Framed as a day in which Yuri Court is not in session and narrated by Shaba-da-doo chief Judge Life Sexy (bear) himself, Yurikuma Arashi 04 is a past-tense heavy, backstory building, infodump.
In spite of that, it’s a wonderful episode full of tight storytelling and some fall on the floor giggling moments that I urge everyone who likes feeling happy to check out.
Summing it up: Lulu was once a princess, who got all the attention from her bear kingdom. One day, on the day of shooting stars, an adorable little brother was born and her world came apart. No longer the heir, no longer doted on by her maids, Lulu became deeply jealous.
Unfortunately, her little brother loved her very much and, for the promise of a kiss, would go on ‘adventures’ to find her a falling star. I air-quote adventures here because Lulu convinces him to get into a box marked ‘love’ and kicks him off a cliff at the beginning of each.
The little prince always returns, beaten up a bit, but holding a wonderful pot of honey in exchange for a Lulu kiss — and every time Lulu freaks out and throws his pot of honey out the window and kicks him off the cliff again.
Until one day, the prince dies and Lulu gets what she wants. Years later, surrounded by wonderful things and chased by endless suitors, she is empty inside and, only after meeting Ginko (who’s retrieved one of the lost honey pots) does Lulu find purpose again. Her kisses are gone, her happiness too, but she will be a criminal bear and help Ginko find happiness and cross the wall into Human lands.

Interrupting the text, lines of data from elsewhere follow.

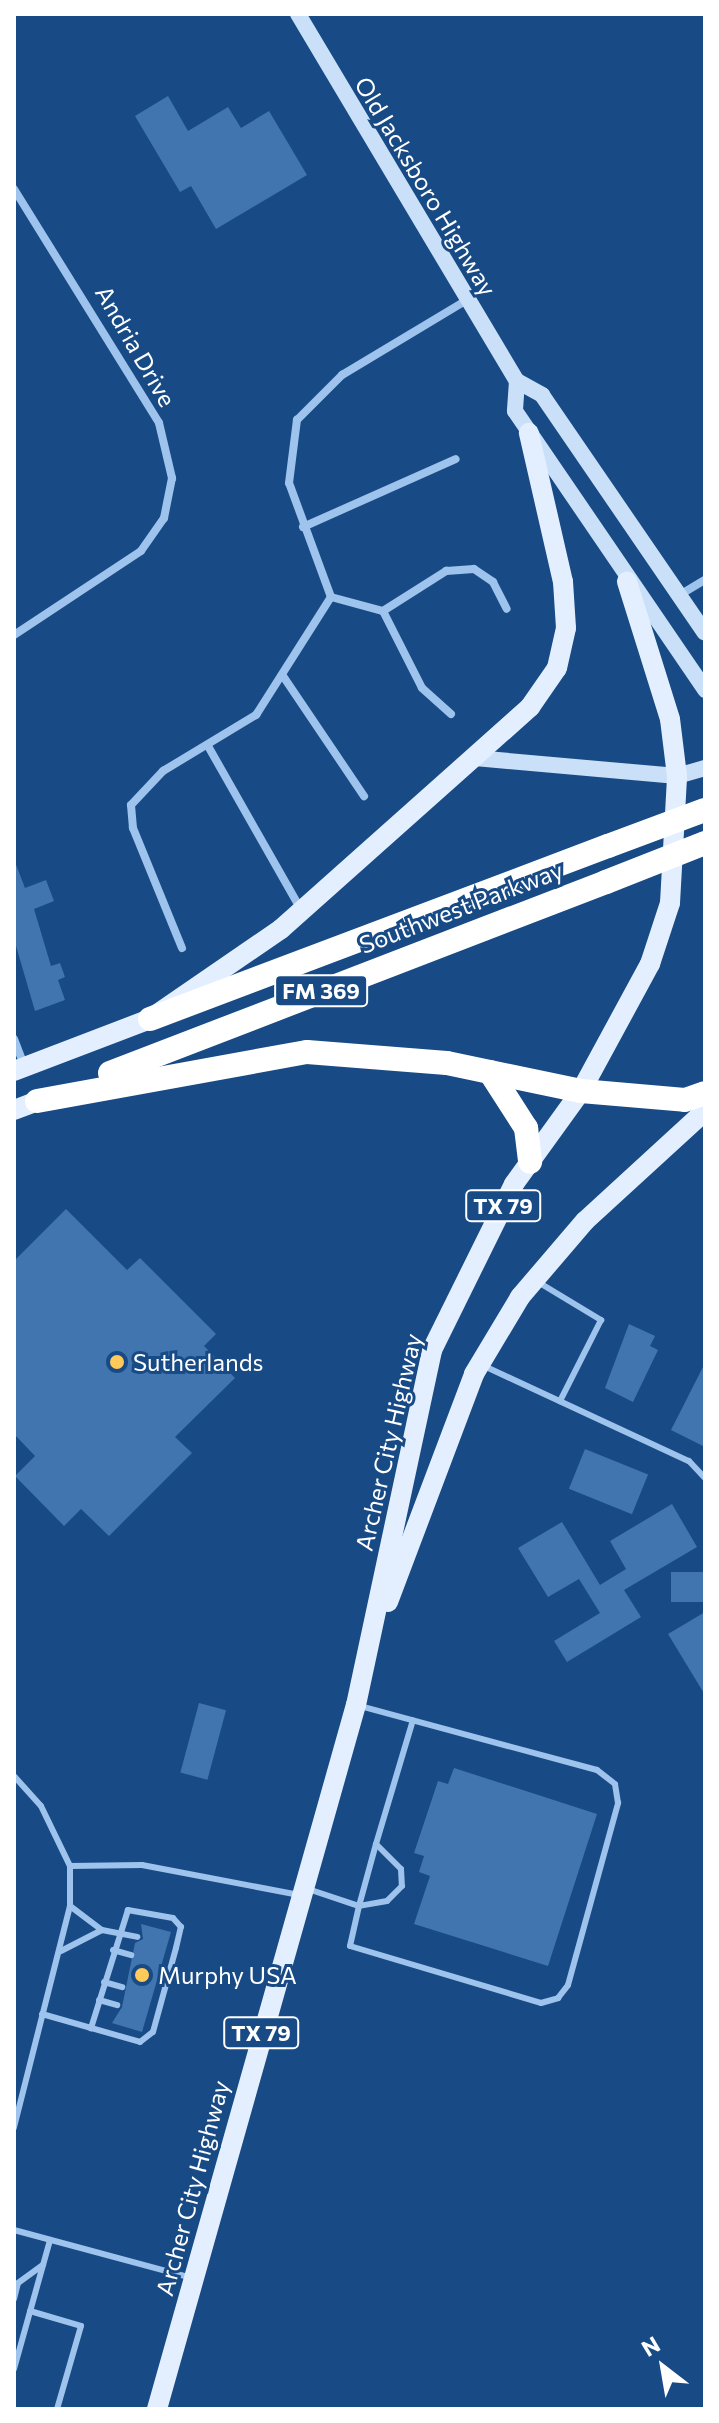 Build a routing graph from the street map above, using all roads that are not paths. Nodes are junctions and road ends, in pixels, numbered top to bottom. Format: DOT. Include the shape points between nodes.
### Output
graph roads {
  1 [pos="298,14"];
  2 [pos="14,189"];
  3 [pos="465,301"];
  4 [pos="517,381"];
  5 [pos="529,433"];
  6 [pos="456,459"];
  7 [pos="303,527"];
  8 [pos="705,580"];
  9 [pos="627,582"];
  10 [pos="678,596"];
  11 [pos="331,597"];
  12 [pos="507,609"];
  13 [pos="383,611"];
  14 [pos="705,633"];
  15 [pos="14,635"];
  16 [pos="283,676"];
  17 [pos="705,690"];
  18 [pos="451,714"];
  19 [pos="208,746"];
  20 [pos="475,758"];
  21 [pos="705,768"];
  22 [pos="677,776"];
  23 [pos="364,796"];
  24 [pos="705,810"];
  25 [pos="705,843"];
  26 [pos="301,911"];
  27 [pos="182,948"];
  28 [pos="150,1019"];
  29 [pos="14,1039"];
  30 [pos="20,1069"];
  31 [pos="490,1072"];
  32 [pos="581,1091"];
  33 [pos="705,1093"];
  34 [pos="37,1101"];
  35 [pos="14,1110"];
  36 [pos="705,1111"];
  37 [pos="530,1162"];
  38 [pos="535,1280"];
  39 [pos="480,1364"];
  40 [pos="560,1401"];
  41 [pos="705,1478"];
  42 [pos="366,1658"];
  43 [pos="356,1705"];
  44 [pos="413,1720"];
  45 [pos="14,1776"];
  46 [pos="376,1844"];
  47 [pos="70,1866"];
  48 [pos="301,1891"];
  49 [pos="70,1906"];
  50 [pos="359,1906"];
  51 [pos="102,1930"];
  52 [pos="119,1933"];
  53 [pos="137,1937"];
  54 [pos="167,1946"];
  55 [pos="176,1948"];
  56 [pos="113,1950"];
  57 [pos="61,1951"];
  58 [pos="131,1955"];
  59 [pos="162,1963"];
  60 [pos="171,1965"];
  61 [pos="104,1982"];
  62 [pos="122,1987"];
  63 [pos="152,1997"];
  64 [pos="162,1999"];
  65 [pos="99,2000"];
  66 [pos="117,2005"];
  67 [pos="42,2014"];
  68 [pos="147,2014"];
  69 [pos="157,2017"];
  70 [pos="91,2028"];
  71 [pos="14,2128"];
  72 [pos="14,2230"];
  73 [pos="50,2240"];
  74 [pos="43,2265"];
  75 [pos="194,2278"];
  76 [pos="14,2299"];
  77 [pos="30,2311"];
  78 [pos="14,2369"];
  79 [pos="57,2409"];
  80 [pos="157,2409"];
  1 -- 3 [label="main road, Old Jacksboro Highway"];
  2 -- 15 [label="street, Andria Drive" via="159,423 172,478 154,537 121,569"];
  3 -- 4 [label="main road, Old Jacksboro Highway"];
  3 -- 7 [label="street" via="342,375 297,420 289,483"];
  4 -- 5 [label="main road, Old Jacksboro Highway" via="515,411"];
  4 -- 10 [label="main road, Old Jacksboro Highway" via="542,395"];
  5 -- 9 [label="main road, Old Jacksboro Highway"];
  5 -- 20 [label="main road" via="563,582 566,628 557,668 530,707"];
  6 -- 7 [label="street"];
  7 -- 11 [label="street"];
  8 -- 10 [label="street"];
  9 -- 17 [label="main road, Old Jacksboro Highway"];
  9 -- 22 [label="main road, Archer City Highway / TX 79" via="657,665"];
  10 -- 14 [label="main road, Old Jacksboro Highway"];
  11 -- 13 [label="street"];
  11 -- 16 [label="street"];
  12 -- 13 [label="street" via="493,582 474,569 446,571"];
  13 -- 18 [label="street" via="422,688"];
  16 -- 19 [label="street" via="256,715"];
  16 -- 23 [label="street"];
  19 -- 26 [label="street"];
  19 -- 27 [label="street" via="163,771 131,805 133,828"];
  20 -- 22 [label="main road"];
  20 -- 26 [label="main road"];
  21 -- 22 [label="main road"];
  22 -- 32 [label="main road, Archer City Highway / TX 79" via="670,903 650,964"];
  24 -- 28 [label="highway, Southwest Parkway / FM 369, bridge"];
  25 -- 34 [label="highway, Southwest Parkway / FM 369, bridge"];
  26 -- 28 [label="main road"];
  28 -- 30 [label="main road, Southwest Parkway / FM 369"];
  29 -- 30 [label="street"];
  31 -- 32 [label="highway"];
  31 -- 34 [label="highway" via="307,1052"];
  31 -- 37 [label="highway" via="526,1128"];
  32 -- 33 [label="highway" via="685,1100"];
  32 -- 37 [label="main road, Archer City Highway / TX 79"];
  34 -- 35 [label="main road, Southwest Parkway / FM 369"];
  36 -- 38 [label="main road, Archer City Highway / TX 79" via="585,1221"];
  37 -- 42 [label="main road, Archer City Highway / TX 79" via="432,1350"];
  38 -- 39 [label="main road, Archer City Highway / TX 79"];
  38 -- 40 [label="lane" via="601,1320"];
  39 -- 40 [label="lane"];
  39 -- 42 [label="main road, Archer City Highway / TX 79"];
  40 -- 41 [label="lane" via="689,1461"];
  42 -- 43 [label="main road, Archer City Highway / TX 79"];
  43 -- 44 [label="lane"];
  43 -- 48 [label="main road, Archer City Highway / TX 79"];
  44 -- 46 [label="lane"];
  44 -- 50 [label="lane" via="597,1770 615,1784 618,1803 568,1985 558,1998 541,2003 350,1946"];
  45 -- 47 [label="lane" via="41,1806"];
  46 -- 50 [label="lane"];
  46 -- 50 [label="lane" via="401,1869 402,1886 387,1901"];
  47 -- 48 [label="lane" via="142,1865"];
  47 -- 49 [label="lane"];
  48 -- 50 [label="lane"];
  48 -- 75 [label="main road, Archer City Highway / TX 79"];
  49 -- 51 [label="lane"];
  49 -- 57 [label="lane"];
  51 -- 52 [label="lane"];
  51 -- 57 [label="lane"];
  52 -- 53 [label="lane"];
  52 -- 55 [label="lane" via="128,1910 173,1918 181,1927"];
  52 -- 56 [label="lane"];
  54 -- 55 [label="lane"];
  55 -- 60 [label="lane"];
  56 -- 58 [label="lane"];
  56 -- 61 [label="lane"];
  57 -- 67 [label="lane"];
  59 -- 60 [label="lane"];
  60 -- 64 [label="lane"];
  61 -- 62 [label="lane"];
  61 -- 65 [label="lane"];
  63 -- 64 [label="lane"];
  64 -- 69 [label="lane"];
  65 -- 66 [label="lane"];
  65 -- 70 [label="lane"];
  67 -- 70 [label="lane"];
  67 -- 71 [label="lane"];
  68 -- 69 [label="lane"];
  69 -- 70 [label="lane" via="140,2042"];
  72 -- 73 [label="lane"];
  73 -- 74 [label="lane"];
  73 -- 75 [label="lane"];
  74 -- 76 [label="lane" via="18,2283"];
  74 -- 77 [label="lane"];
  75 -- 80 [label="main road, Archer City Highway / TX 79"];
  77 -- 78 [label="lane"];
  77 -- 79 [label="lane" via="81,2326"];
} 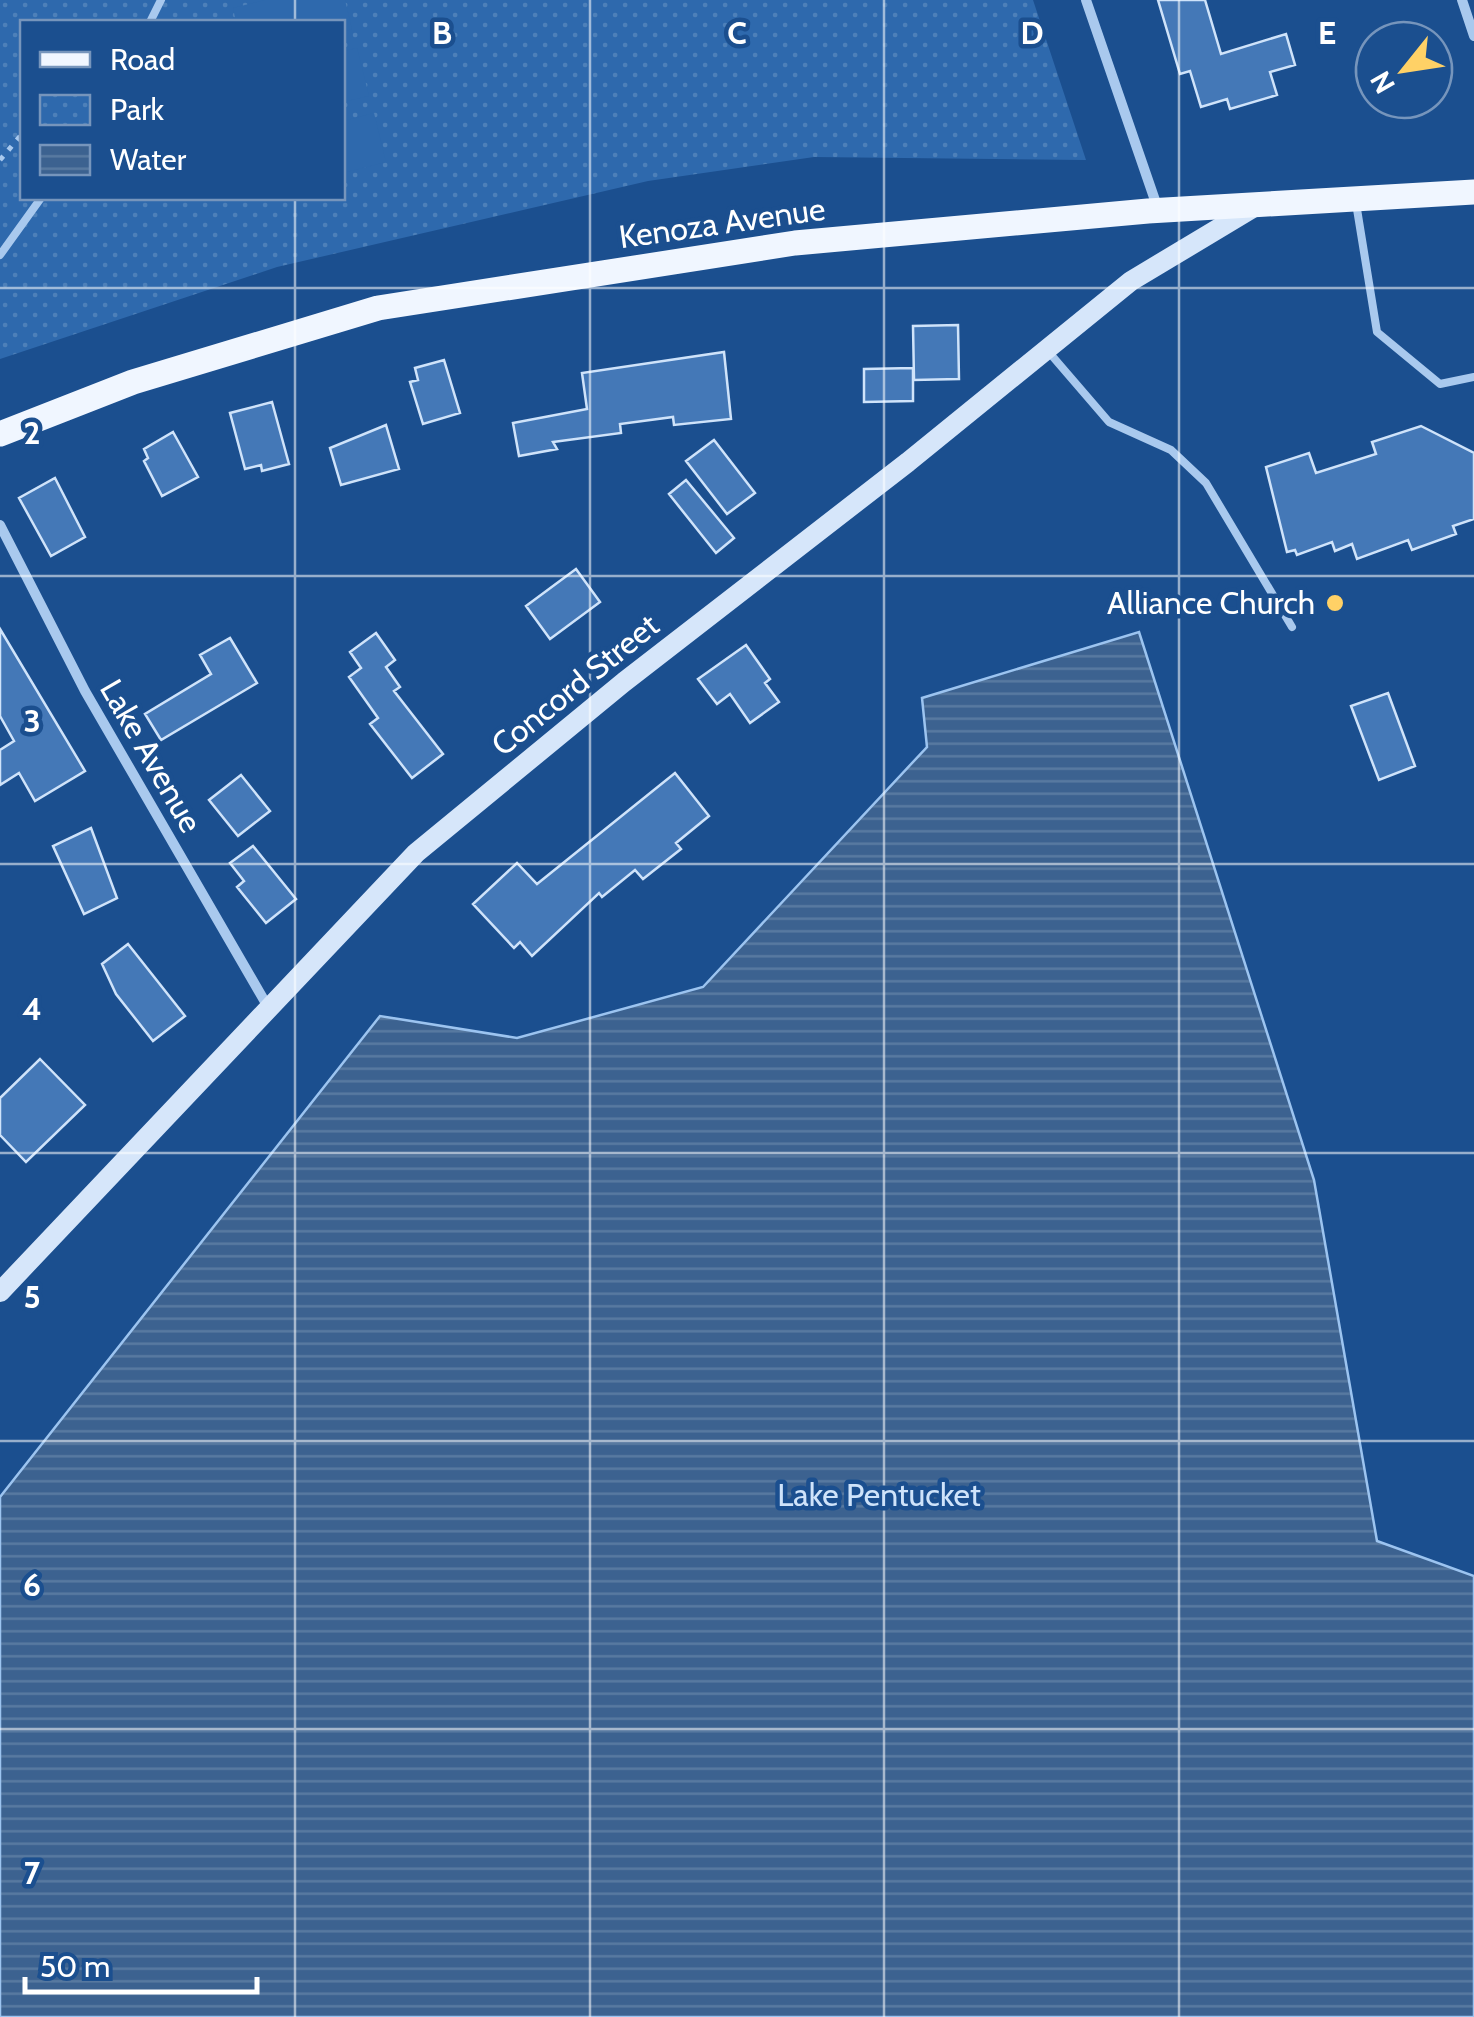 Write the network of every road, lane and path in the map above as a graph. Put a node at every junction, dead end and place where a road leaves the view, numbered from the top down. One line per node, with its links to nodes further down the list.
1 (1086, 0): 10 (street)
2 (1462, 0): 3 (street)
3 (1474, 36)
4 (20, 136): 5 (path)
5 (0, 160)
6 (1474, 192): 7 (main road, Kenoza Avenue)
7 (1355, 199): 9 (main road, Kenoza Avenue); 13 (lane)
8 (40, 200): 11 (lane)
9 (1258, 204): 10 (main road, Kenoza Avenue); 12 (main road, Concord Street)
10 (1158, 210): 14 (main road, Kenoza Avenue)
11 (0, 255)
12 (1047, 350): 16 (lane); 17 (main road, Concord Street)
13 (1474, 377)
14 (0, 434)
15 (0, 526): 17 (street, Lake Avenue)
16 (1292, 627)
17 (268, 1007): 18 (main road, Concord Street)
18 (2, 1283)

The episode closes with Lulu and Ginko under their mushroom-hat tree. Lulu holds her dead brother’s honey pot and Ginko a golden star on a ribbon… which matches the one worn by Kureha’s late mother!
What earned it a 9: the card-style storybook flashbacks were charming, the backgrounds beautiful, and the added context for the male court-bears in Lulu’s past and the reasons for Lulu being devoted to Ginko were all deftly handled and well integrated.
And Judge Life Sexy’s “Shaba-do-doo’ing along with the background music almost earned it a ten on it’s own.
Why it didn’t a 10: it’s an infodump episode. Pure and simple. All the elements were integrated very well but the info dumping wasn’t integrated with the current events in any way.
Most importantly, this means nothing really happened in ‘current events’ part of the narrative.
I’m on the fence over the castle, the bear-infused decorations and architectural elements being a good break from the hard edge, pattern heavy ‘current events’ style or if its general lack of action and ‘otherness’ was distracting.
The art style was beautiful regardless and I especially liked the bonnet-wearing bear maids in waiting.